Department of Medical Physics in Radiation Oncology, German Cancer Research Center (DKFZ), Heidelberg 69120, Germany.
Med Phys. 2013 Aug;40(8):081703. doi: 10.1118/1.4812431.
As hypoxic cells are more resistant to photon radiation, it is desirable to obtain information about the oxygen distribution in tumors prior to the radiation treatment. Noninvasive techniques are currently not able to provide reliable oxygenation maps with sufficient spatial resolution; therefore mathematical models may help to simulate microvascular architectures and the resulting oxygen distributions in the surrounding tissue. Here, the authors present a new computer model, which uses the vascular fraction of tumor voxels, in principle measurable noninvasively in vivo, as input parameter for simulating realistic PO2 histograms in tumors, assuming certain 3D vascular architectures.
Oxygen distributions were calculated by solving a reaction-diffusion equation in a reference volume using the particle strength exchange method. Different types of vessel architectures as well as different degrees of vascular heterogeneities are considered. Two types of acute hypoxia (ischemic and hypoxemic) occurring additionally to diffusion-limited (chronic) hypoxia were implemented as well.
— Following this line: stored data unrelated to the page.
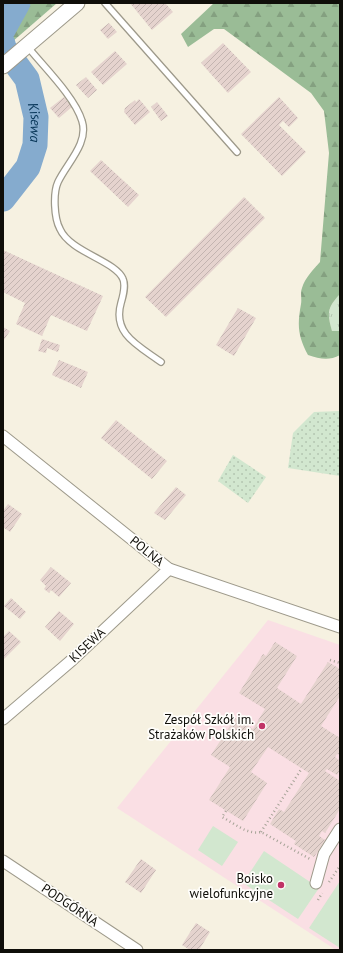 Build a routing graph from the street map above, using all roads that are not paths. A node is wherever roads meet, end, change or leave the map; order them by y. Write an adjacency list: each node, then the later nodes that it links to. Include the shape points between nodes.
1 (77, 3): 3 (street)
2 (105, 3): 5 (lane)
3 (27, 45): 4 (street); 6 (lane, via 75,104 82,122 79,148 57,183 56,216 60,230 77,247 118,271 124,280 124,291 118,311 120,324 126,336)
4 (3, 66)
5 (237, 152)
6 (161, 362)
7 (3, 436): 8 (street, POLNA)
8 (169, 568): 9 (street, POLNA); 10 (street, KISEWA, via 72,660)
9 (340, 627)
10 (3, 719)
11 (340, 830): 13 (street, via 324,854)
12 (3, 861): 14 (street, PODGÓRNA)
13 (316, 883)
14 (137, 950) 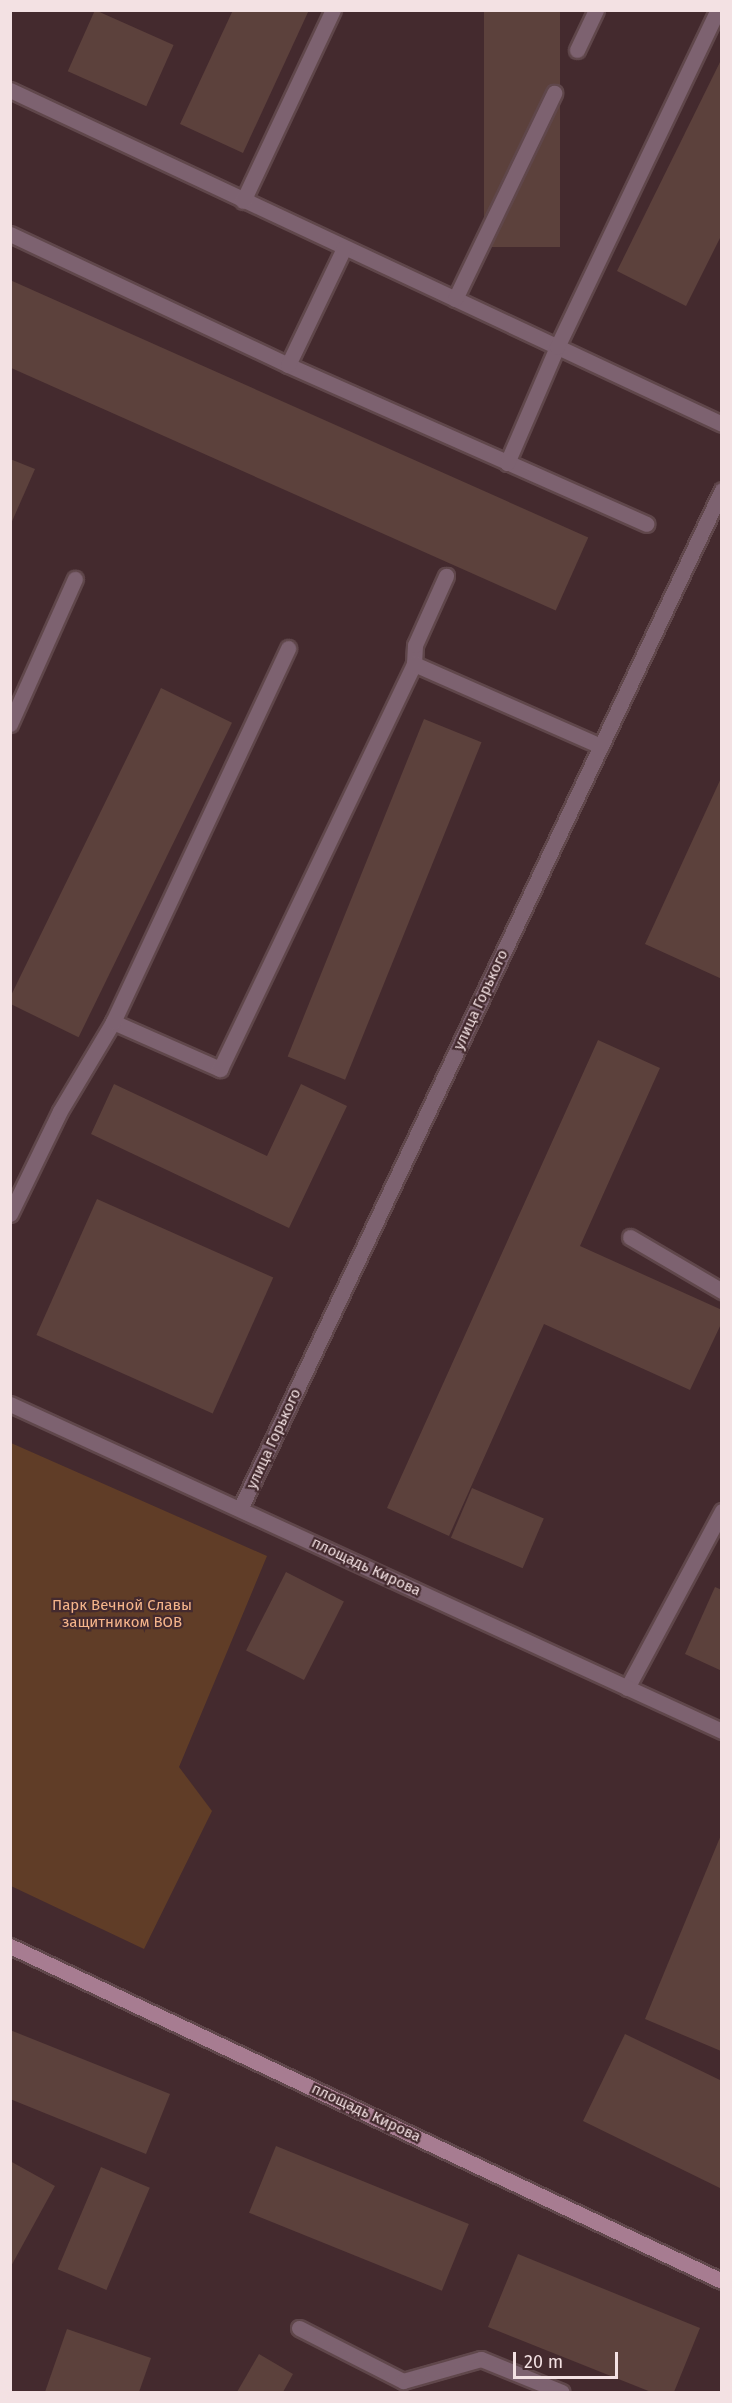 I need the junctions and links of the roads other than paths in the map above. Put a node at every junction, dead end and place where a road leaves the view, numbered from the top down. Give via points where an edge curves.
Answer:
1 (333, 10) edge
2 (596, 10) edge
3 (718, 10) edge
4 (577, 50) dead end
5 (10, 90) edge
6 (554, 93) dead end
7 (243, 201) junction
8 (10, 234) edge
9 (344, 248) junction
10 (454, 299) junction
11 (557, 347) junction
12 (288, 365) junction
13 (722, 423) edge
14 (507, 463) junction
15 (722, 490) edge
16 (646, 524) dead end
17 (446, 576) dead end
18 (75, 579) dead end
19 (288, 648) dead end
20 (414, 664) junction
21 (10, 724) edge
22 (601, 746) junction
23 (113, 1022) junction
24 (12, 1205) edge
25 (630, 1237) dead end
26 (722, 1291) edge
27 (10, 1404) edge
28 (240, 1509) junction
29 (722, 1511) edge
30 (627, 1688) junction
31 (722, 1731) edge
32 (10, 1946) edge
33 (722, 2281) edge
34 (298, 2328) dead end
35 (562, 2392) edge

1 - 7 street
2 - 4 street
3 - 11 street
5 - 7 street
6 - 10 street
7 - 9 street
8 - 12 street
9 - 10 street
9 - 12 street
10 - 11 street
11 - 13 street
11 - 14 street
12 - 14 street
14 - 16 street
15 - 22 street, улица Горького
17 - 20 street via 415,645
18 - 21 street
19 - 23 street
20 - 22 street
20 - 23 street via 220,1070
22 - 28 street, улица Горького
23 - 24 street via 60,1111
25 - 26 street
27 - 28 street, площадь Кирова
28 - 30 street, площадь Кирова
29 - 30 street
30 - 31 street, площадь Кирова
32 - 33 main road, площадь Кирова
34 - 35 street via 403,2381 481,2360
No statistically significant differences were observed when comparing 2D- and 3D-vessel architectures (p>0.79 in all cases) and highly heterogeneously distributed linear vessels show good agreement, when comparing with published experimental intervessel distance distributions and PO2 histograms. It could be shown that, if information about additional acute hypoxia is available, its contribution to the hypoxic fraction (HF) can be simulated as well. Increases of 128% and 168% in the HF were obtained when representative cases of ischemic and hypoxemic acute hypoxia, respectively, were considered in the simulations.
The presented model is able to simulate realistic microscopic oxygen distributions in tumors assuming reasonable vessel architectures and using the vascular fraction as macroscopic input parameter. The model may be used to generate PO2 histograms, which are needed as input in models predicting the radiation response of hypoxic tumors.
由于缺氧细胞对光子辐射更具抵抗力,因此在放射治疗前,需要获得肿瘤内氧气分布的信息。目前,非侵入性技术无法提供具有足够空间分辨率的可靠氧合图;因此,数学模型可能有助于模拟微血管结构和周围组织中的氧气分布。在这里,作者提出了一种新的计算机模型,该模型使用肿瘤体素的血管分数作为输入参数,假设特定的 3D 血管结构,模拟肿瘤中真实的 PO2 直方图。
通过使用粒子强度交换方法在参考体积中求解反应-扩散方程来计算氧气分布。考虑了不同类型的血管结构和不同程度的血管异质性。还实现了除扩散限制(慢性)缺氧之外的两种类型的急性缺氧(缺血性和低氧性)。
当比较 2D 和 3D 血管结构时,没有观察到统计学上的显著差异(在所有情况下 p>0.79),并且高度异质分布的线性血管与公布的实验血管间距离分布和 PO2 直方图具有良好的一致性。结果表明,如果有关于额外急性缺氧的信息,则可以模拟其对缺氧分数(HF)的贡献。当在模拟中考虑代表性的缺血性和低氧性急性缺氧病例时,HF 增加了 128%和 168%。
所提出的模型能够模拟肿瘤中真实的微观氧气分布,假设合理的血管结构,并将血管分数用作宏观输入参数。该模型可用于生成 PO2 直方图,这些直方图是预测缺氧肿瘤辐射反应的模型所需的输入。